[[ RECORDS PROVIDED open ]]
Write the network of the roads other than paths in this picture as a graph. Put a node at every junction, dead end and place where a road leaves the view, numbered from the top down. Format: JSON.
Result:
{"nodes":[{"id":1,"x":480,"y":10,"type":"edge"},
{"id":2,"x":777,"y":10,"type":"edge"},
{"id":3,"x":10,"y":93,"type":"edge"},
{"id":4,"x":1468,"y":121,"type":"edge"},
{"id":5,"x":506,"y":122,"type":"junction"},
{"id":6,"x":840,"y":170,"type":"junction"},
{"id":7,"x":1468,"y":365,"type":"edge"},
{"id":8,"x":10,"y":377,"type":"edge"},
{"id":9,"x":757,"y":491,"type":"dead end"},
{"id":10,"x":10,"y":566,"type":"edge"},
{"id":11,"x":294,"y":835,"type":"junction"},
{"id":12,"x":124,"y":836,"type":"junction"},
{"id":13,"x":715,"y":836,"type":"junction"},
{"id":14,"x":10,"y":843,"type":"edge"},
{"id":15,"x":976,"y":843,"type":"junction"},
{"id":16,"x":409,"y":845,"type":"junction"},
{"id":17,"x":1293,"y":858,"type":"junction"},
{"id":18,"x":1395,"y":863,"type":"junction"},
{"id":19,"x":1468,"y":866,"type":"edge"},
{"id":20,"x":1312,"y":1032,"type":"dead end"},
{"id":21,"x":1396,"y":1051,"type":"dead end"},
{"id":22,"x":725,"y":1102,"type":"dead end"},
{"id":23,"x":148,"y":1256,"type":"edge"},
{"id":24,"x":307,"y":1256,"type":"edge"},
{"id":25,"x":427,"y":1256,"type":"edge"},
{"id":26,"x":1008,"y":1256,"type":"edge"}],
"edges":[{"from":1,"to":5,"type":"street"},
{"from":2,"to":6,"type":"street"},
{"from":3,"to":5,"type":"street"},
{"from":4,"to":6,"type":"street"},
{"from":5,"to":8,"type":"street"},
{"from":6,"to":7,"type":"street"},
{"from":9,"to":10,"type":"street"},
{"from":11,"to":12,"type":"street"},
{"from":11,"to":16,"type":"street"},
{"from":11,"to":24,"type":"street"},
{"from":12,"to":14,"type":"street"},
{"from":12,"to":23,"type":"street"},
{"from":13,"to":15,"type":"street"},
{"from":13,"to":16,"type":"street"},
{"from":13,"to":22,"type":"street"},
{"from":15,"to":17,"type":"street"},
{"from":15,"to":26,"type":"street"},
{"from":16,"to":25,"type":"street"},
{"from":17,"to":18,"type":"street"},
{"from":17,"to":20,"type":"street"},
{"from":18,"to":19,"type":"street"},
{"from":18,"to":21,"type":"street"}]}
[[ RECORDS PROVIDED closed ]]
TASK BRIEF:
A copy of each line in the data above that holds the string "dead" is needed.

RESPONSE:
Write the network of the roads other than paths in this picture as a graph. Put a node at every junction, dead end and place where a road leaves the view, numbered from the top down. Format: JSON.
{"id":9,"x":757,"y":491,"type":"dead end"},
{"id":20,"x":1312,"y":1032,"type":"dead end"},
{"id":21,"x":1396,"y":1051,"type":"dead end"},
{"id":22,"x":725,"y":1102,"type":"dead end"},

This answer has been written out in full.